Naturalmente rimuovere quelle barriere che abbiamo tutti alla realizzazione del nostro gesto spontaneo e autentico è difficile. «È comprensibile - continua Pedrinis - che all’inizio molte persone si sentano inibite, pensando di non essere sufficientemente competenti in campo artistico. Domande come “A cosa serve?”, o la paura di apparire infantili sono comuni. Tuttavia, l’arte-terapia offre uno spazio protetto e sicuro per sperimentare e scoprire le proprie potenzialità nascoste».
I materiali utilizzati all’interno di una seduta di arte-terapia non sono secondari. Se ne utilizza una vasta gamma: dai colori a tempera, ai pastelli, fino ad arrivare a tecniche come il collage. La scelta può variare a seconda delle esigenze specifiche di ogni persona. A volte, il paziente stesso è invitato a scegliere i materiali che lo attraggono maggiormente, in modo da favorire un’espressione più autentica. Altre volte è l’arte-terapeuta, in base alla sua esperienza, a suggerire l’uso di determinati materiali per stimolare particolari processi emotivi o cognitivi, in quanto ogni materiale possiede delle proprie caratteristiche specifiche. 

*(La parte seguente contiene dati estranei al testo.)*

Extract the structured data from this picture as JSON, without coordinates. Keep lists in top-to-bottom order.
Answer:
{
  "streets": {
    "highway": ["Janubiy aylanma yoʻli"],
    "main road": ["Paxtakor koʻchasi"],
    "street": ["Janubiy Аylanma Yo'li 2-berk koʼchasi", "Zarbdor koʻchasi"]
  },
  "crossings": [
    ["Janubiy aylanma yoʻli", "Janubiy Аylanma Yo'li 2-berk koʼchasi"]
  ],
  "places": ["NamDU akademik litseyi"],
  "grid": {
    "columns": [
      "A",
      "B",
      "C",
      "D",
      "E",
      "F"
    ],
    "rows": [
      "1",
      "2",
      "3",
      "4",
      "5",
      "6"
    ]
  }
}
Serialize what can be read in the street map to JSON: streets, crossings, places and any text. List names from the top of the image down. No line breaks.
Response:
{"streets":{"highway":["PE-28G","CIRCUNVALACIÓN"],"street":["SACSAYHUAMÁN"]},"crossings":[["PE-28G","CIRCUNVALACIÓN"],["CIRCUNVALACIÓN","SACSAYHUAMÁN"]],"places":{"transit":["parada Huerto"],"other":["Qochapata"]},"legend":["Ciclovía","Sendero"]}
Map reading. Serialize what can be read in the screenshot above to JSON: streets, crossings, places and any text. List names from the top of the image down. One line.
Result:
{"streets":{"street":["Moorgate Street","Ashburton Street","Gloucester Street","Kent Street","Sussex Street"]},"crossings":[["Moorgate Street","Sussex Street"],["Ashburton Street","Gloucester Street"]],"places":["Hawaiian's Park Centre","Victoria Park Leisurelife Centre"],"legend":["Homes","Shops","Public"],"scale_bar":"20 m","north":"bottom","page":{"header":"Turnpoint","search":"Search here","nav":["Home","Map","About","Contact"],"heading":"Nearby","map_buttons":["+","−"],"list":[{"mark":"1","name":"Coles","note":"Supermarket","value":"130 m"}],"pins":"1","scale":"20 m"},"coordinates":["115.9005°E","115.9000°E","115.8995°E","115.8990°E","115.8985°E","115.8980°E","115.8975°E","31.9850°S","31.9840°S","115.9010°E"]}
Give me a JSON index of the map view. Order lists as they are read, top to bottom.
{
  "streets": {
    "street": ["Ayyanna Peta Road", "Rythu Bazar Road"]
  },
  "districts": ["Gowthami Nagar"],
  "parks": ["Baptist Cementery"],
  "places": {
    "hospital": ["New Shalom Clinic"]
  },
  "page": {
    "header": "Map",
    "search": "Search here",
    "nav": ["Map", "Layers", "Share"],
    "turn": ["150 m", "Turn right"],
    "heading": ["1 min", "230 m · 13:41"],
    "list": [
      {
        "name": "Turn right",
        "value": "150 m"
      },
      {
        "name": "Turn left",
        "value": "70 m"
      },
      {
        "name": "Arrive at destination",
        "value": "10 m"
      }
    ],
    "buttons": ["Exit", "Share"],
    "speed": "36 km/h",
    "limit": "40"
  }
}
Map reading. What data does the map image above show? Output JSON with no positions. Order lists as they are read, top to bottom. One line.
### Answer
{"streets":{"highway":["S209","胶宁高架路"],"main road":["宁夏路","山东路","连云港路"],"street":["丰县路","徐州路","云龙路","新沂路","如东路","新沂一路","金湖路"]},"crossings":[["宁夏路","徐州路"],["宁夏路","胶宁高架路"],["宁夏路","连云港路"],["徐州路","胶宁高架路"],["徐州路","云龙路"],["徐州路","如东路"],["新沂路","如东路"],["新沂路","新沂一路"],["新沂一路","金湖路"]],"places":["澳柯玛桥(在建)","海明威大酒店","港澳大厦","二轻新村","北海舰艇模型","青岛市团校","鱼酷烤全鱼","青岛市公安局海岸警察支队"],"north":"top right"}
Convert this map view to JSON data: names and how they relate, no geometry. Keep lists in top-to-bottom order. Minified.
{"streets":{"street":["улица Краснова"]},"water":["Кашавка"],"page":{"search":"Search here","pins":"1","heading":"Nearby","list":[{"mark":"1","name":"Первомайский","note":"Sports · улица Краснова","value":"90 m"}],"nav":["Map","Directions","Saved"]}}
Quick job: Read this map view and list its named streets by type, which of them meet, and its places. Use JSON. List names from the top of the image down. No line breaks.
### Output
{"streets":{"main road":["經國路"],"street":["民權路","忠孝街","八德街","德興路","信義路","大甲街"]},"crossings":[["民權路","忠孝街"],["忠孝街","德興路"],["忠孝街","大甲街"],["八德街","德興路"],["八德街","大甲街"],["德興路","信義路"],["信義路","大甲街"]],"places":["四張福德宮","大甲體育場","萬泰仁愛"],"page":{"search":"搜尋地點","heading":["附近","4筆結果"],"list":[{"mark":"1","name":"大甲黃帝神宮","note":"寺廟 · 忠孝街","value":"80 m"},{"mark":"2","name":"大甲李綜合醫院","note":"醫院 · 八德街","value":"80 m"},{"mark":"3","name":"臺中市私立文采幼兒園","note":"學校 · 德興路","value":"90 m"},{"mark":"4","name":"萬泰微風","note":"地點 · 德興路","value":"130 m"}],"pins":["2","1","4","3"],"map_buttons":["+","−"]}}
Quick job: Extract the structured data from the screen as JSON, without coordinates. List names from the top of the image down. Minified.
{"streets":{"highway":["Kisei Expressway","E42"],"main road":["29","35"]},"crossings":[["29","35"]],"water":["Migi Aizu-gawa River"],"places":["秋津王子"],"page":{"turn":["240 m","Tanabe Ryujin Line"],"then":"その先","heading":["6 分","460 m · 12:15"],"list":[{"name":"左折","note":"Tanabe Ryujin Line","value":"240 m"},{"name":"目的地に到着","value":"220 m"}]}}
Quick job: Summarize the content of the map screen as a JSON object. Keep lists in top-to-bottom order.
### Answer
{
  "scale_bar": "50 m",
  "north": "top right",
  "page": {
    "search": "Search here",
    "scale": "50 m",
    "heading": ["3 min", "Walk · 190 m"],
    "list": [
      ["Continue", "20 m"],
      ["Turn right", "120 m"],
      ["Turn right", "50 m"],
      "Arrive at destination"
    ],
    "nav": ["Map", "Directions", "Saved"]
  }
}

«Ricordo il caso di un giovane uomo, vittima di un grave incidente stradale, che portava i segni di innumerevoli interventi chirurgici e soffriva di un dolore cronico - racconta Pedrinis. - Profondamente depresso e sfiduciato, è arrivato in atelier durante un progetto pilota. In un primo momento, ha espresso il suo profondo disagio attraverso una macchia di colore tutta nera. Successivamente, è riuscito a rappresentare visivamente l’istante traumatico dell’incidente, e questo è stato un momento di svolta fondamentale. Questo atto di rappresentazione, questo processo di messa in forma (che in tedesco si esprime con la parola Gestaltung) di una memoria corporea implicita, ha innescato un processo di elaborazione del trauma, aprendo la strada a una graduale guarigione».

Tra i numerosi progetti che ha avviato, Roberta Pedrinis ricorda  la collaborazione con la Clinica riabilitativa EOC di Novaggio, dove ha proposto l’arte-terapia a pazienti oncologici con dolore cronico, in un contesto collaborativo accanto ad altre figure professionali. Il lavoro di team è particolarmente importante, sottolinea l’esperta, dal punto di vista della comunicazione interdisciplinare, e la condivisione dei lavori artistici può rendere ancora più efficace la collaborazione. Purtroppo, però, nel Canton Ticino, nonostante il crescente riconoscimento dei benefici dell’arte-terapia, l’offerta di servizi di questo tipo all’interno degli ospedali e degli altri spazi di cura rimane estremamente limitata. «Dunque - conclude Pedrinis - mi auguro che si possa continuare a lavorare affinché l’arte, potente strumento di cura e benessere, possa essere pienamente integrata nei contesti di cura tradizionali».